桜華月~少女の想いは悠久の時を超えて~

日乃本 出(ひのもと いずる)

第1話 幼馴染からの突然の告白、傷つけてしまった後悔


「はあ……」


 カレンダーの今日の日付に×印をつけ、ボクは大きく溜息を吐いた。


 カレンダーは先月の初めから今日の日付に至るまで、一つも欠けることなく×印で染められている。


「今日もダメだったなぁ……」


 毎日の日課となりつつある印つけを終わらせ、もう一つ大きな溜息を吐いた。


 そしてベッドへ身体を投げ出し、ぼ~っと天井を見つめる。これが最近のボクの寝る前のサイクルになりつつある。


「なんで……こんなことになっちゃったのかなぁ……」


 誰かが聞いてくれるわけではないけど、ついつい後悔に似たような感情と共に口から愚痴がこぼれてしまう。


 全部、自分が悪いのに……。


 そもそもどうしてボクがこんな風に憂鬱な気分で過ごすことになったのか。それにはちゃ~んとした理由がある。まあ、理由はわかっているけど、それをどうやって解決すればいいのかわからず困ってるっていうわけ。


 その理由っていうのが、幼馴染の信也の事。


 幼稚園の頃からずっと一緒のクラスで、いつも喧嘩ばっかりして過ごしてきた、ボクにとって最大のライバルみたいな相手だった。

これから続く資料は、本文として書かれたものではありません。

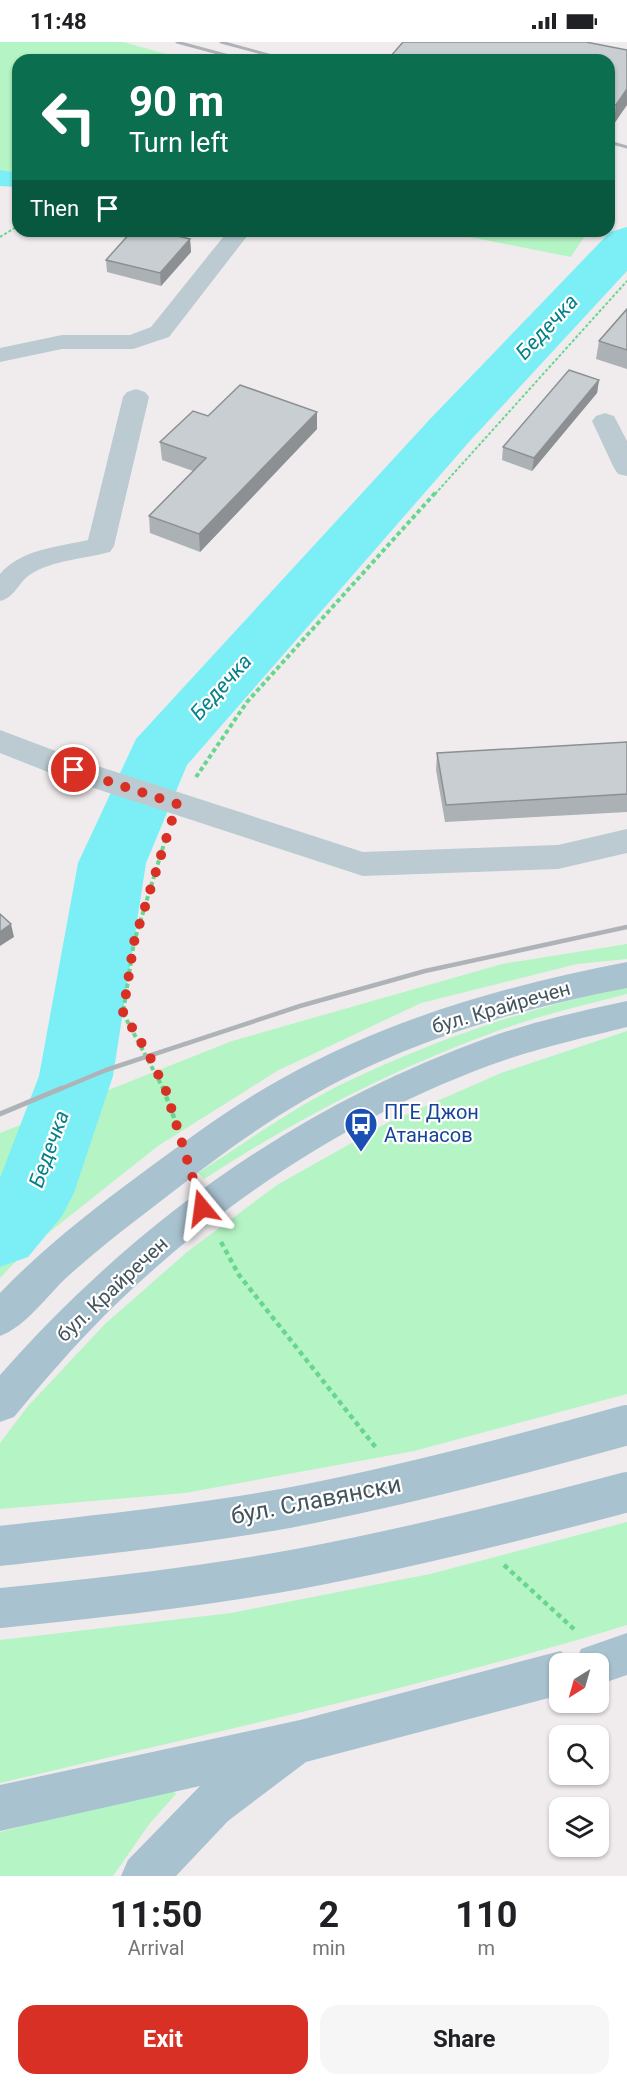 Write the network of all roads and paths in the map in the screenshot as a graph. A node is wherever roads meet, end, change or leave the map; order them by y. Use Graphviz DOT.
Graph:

 だからボクとしては、友達っていうか、親友っていうか……とにかく、小さな頃からずっと隣にいて、仲が良かった相手。


 でも……まさかその信也から告白されちゃうなんて、思ってもみなかった。だって、ボクと信也はいつも一緒にいたし、いつも何かにつけて張り合ってきたし……。


 今の今まで、信也がボクにそんな事を思わせるようなことなんて一切なかったし、ボクも信也に対してそういうような想いを抱いたことがなかった。

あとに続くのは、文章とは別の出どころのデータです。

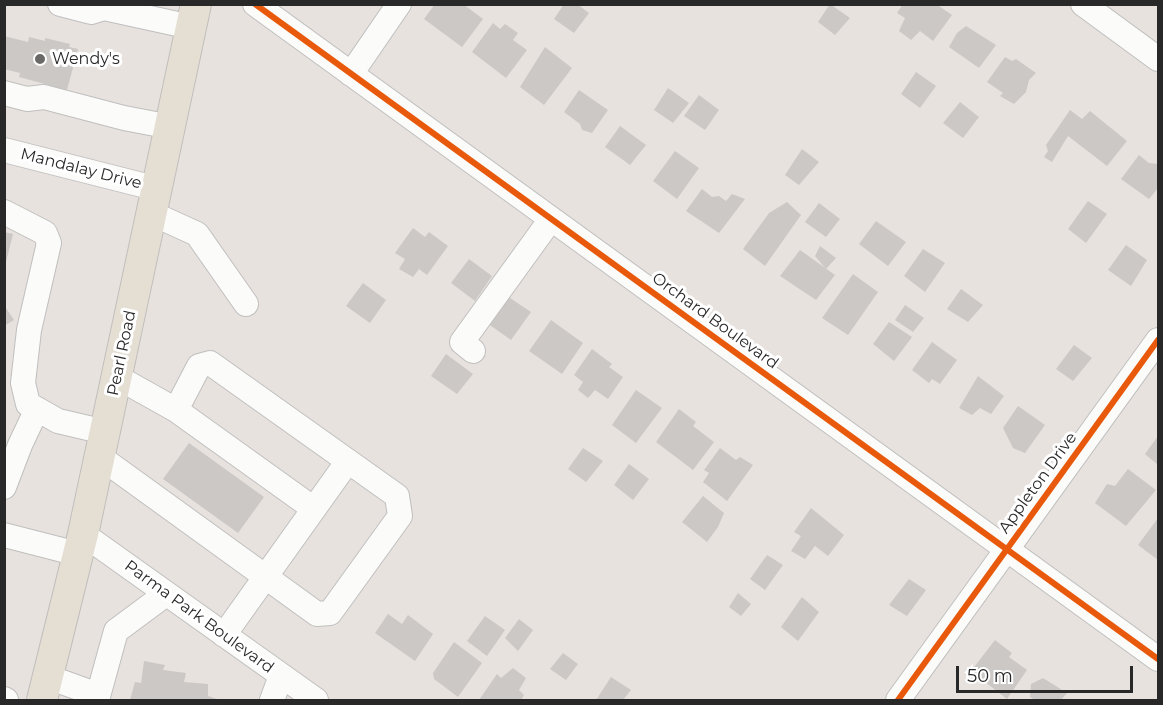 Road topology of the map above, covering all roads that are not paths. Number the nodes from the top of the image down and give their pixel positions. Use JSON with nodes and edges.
{"nodes":[{"id":1,"x":60,"y":4,"type":"edge"},
{"id":2,"x":399,"y":4,"type":"edge"},
{"id":3,"x":1083,"y":4,"type":"edge"},
{"id":4,"x":102,"y":6,"type":"edge"},
{"id":5,"x":267,"y":8,"type":"edge"},
{"id":6,"x":193,"y":16,"type":"edge"},
{"id":7,"x":1158,"y":59,"type":"edge"},
{"id":8,"x":351,"y":74,"type":"junction"},
{"id":9,"x":4,"y":82,"type":"edge"},
{"id":10,"x":4,"y":93,"type":"edge"},
{"id":11,"x":44,"y":97,"type":"junction"},
{"id":12,"x":171,"y":127,"type":"junction"},
{"id":13,"x":5,"y":153,"type":"edge"},
{"id":14,"x":155,"y":202,"type":"junction"},
{"id":15,"x":4,"y":212,"type":"edge"},
{"id":16,"x":551,"y":219,"type":"junction"},
{"id":17,"x":246,"y":304,"type":"dead end"},
{"id":18,"x":1158,"y":340,"type":"edge"},
{"id":19,"x":473,"y":351,"type":"dead end"},
{"id":20,"x":117,"y":377,"type":"junction"},
{"id":21,"x":37,"y":409,"type":"junction"},
{"id":22,"x":176,"y":410,"type":"junction"},
{"id":23,"x":103,"y":445,"type":"junction"},
{"id":24,"x":348,"y":461,"type":"junction"},
{"id":25,"x":4,"y":487,"type":"edge"},
{"id":26,"x":314,"y":508,"type":"junction"},
{"id":27,"x":4,"y":535,"type":"edge"},
{"id":28,"x":81,"y":544,"type":"junction"},
{"id":29,"x":1007,"y":549,"type":"junction"},
{"id":30,"x":267,"y":577,"type":"junction"},
{"id":31,"x":166,"y":594,"type":"junction"},
{"id":32,"x":224,"y":635,"type":"junction"},
{"id":33,"x":1158,"y":659,"type":"edge"},
{"id":34,"x":281,"y":676,"type":"junction"},
{"id":35,"x":45,"y":689,"type":"edge"},
{"id":36,"x":97,"y":700,"type":"edge"},
{"id":37,"x":272,"y":700,"type":"edge"},
{"id":38,"x":316,"y":700,"type":"edge"},
{"id":39,"x":898,"y":700,"type":"edge"}],
"edges":[{"from":1,"to":4,"type":"street"},
{"from":2,"to":8,"type":"street"},
{"from":3,"to":7,"type":"street"},
{"from":4,"to":6,"type":"street"},
{"from":5,"to":8,"type":"street","name":"Orchard Boulevard"},
{"from":6,"to":12,"type":"main road","name":"Pearl Road"},
{"from":8,"to":16,"type":"street","name":"Orchard Boulevard"},
{"from":9,"to":11,"type":"street"},
{"from":10,"to":11,"type":"street"},
{"from":11,"to":12,"type":"street"},
{"from":12,"to":14,"type":"main road","name":"Pearl Road"},
{"from":13,"to":14,"type":"street","name":"Mandalay Drive"},
{"from":14,"to":17,"type":"street","name":"Mandalay Drive"},
{"from":14,"to":20,"type":"main road","name":"Pearl Road"},
{"from":15,"to":21,"type":"street"},
{"from":16,"to":19,"type":"street"},
{"from":16,"to":29,"type":"street","name":"Orchard Boulevard"},
{"from":18,"to":29,"type":"street","name":"Appleton Drive"},
{"from":20,"to":22,"type":"street"},
{"from":20,"to":23,"type":"main road","name":"Pearl Road"},
{"from":21,"to":23,"type":"street"},
{"from":21,"to":25,"type":"street"},
{"from":22,"to":24,"type":"street"},
{"from":22,"to":26,"type":"street"},
{"from":23,"to":28,"type":"main road","name":"Pearl Road"},
{"from":23,"to":30,"type":"street"},
{"from":24,"to":26,"type":"street"},
{"from":24,"to":30,"type":"street"},
{"from":26,"to":30,"type":"street"},
{"from":27,"to":28,"type":"street"},
{"from":28,"to":31,"type":"street","name":"Parma Park Boulevard"},
{"from":28,"to":35,"type":"main road","name":"Pearl Road"},
{"from":29,"to":33,"type":"street","name":"Orchard Boulevard"},
{"from":29,"to":39,"type":"street","name":"Appleton Drive"},
{"from":30,"to":32,"type":"street"},
{"from":31,"to":32,"type":"street","name":"Parma Park Boulevard"},
{"from":31,"to":36,"type":"street"},
{"from":32,"to":34,"type":"street","name":"Parma Park Boulevard"},
{"from":34,"to":37,"type":"street"},
{"from":34,"to":38,"type":"street","name":"Parma Park Boulevard"},
{"from":35,"to":36,"type":"street"}]}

 それにあまりに突然の告白だったし、いつもの冗談かなと思って、笑って誤魔化しちゃったのがいけなかった。


 あの時の信也の表情は今でも忘れない。


 すごくさびしそうで、それでいてどこか諦めたような……とても哀しそうな表情だった。


 今まで一緒にいて、あんな信也の表情は見たことがなかった。


 あれから信也とは表面上は前と同じようにお互い接している。


 だけど、どこかお互いに大きな壁があるっていうか、何か一歩引いたようなすごくよそよそしいような感じ。だから周りには何も気付かれてはいないけど、実際はボク達は前と同じような関係には戻れてない。


 最初はすっごくイライラしたなぁ。こう、なんというか。信也が近くにいて近くにいないような感覚っていえばいいのかな?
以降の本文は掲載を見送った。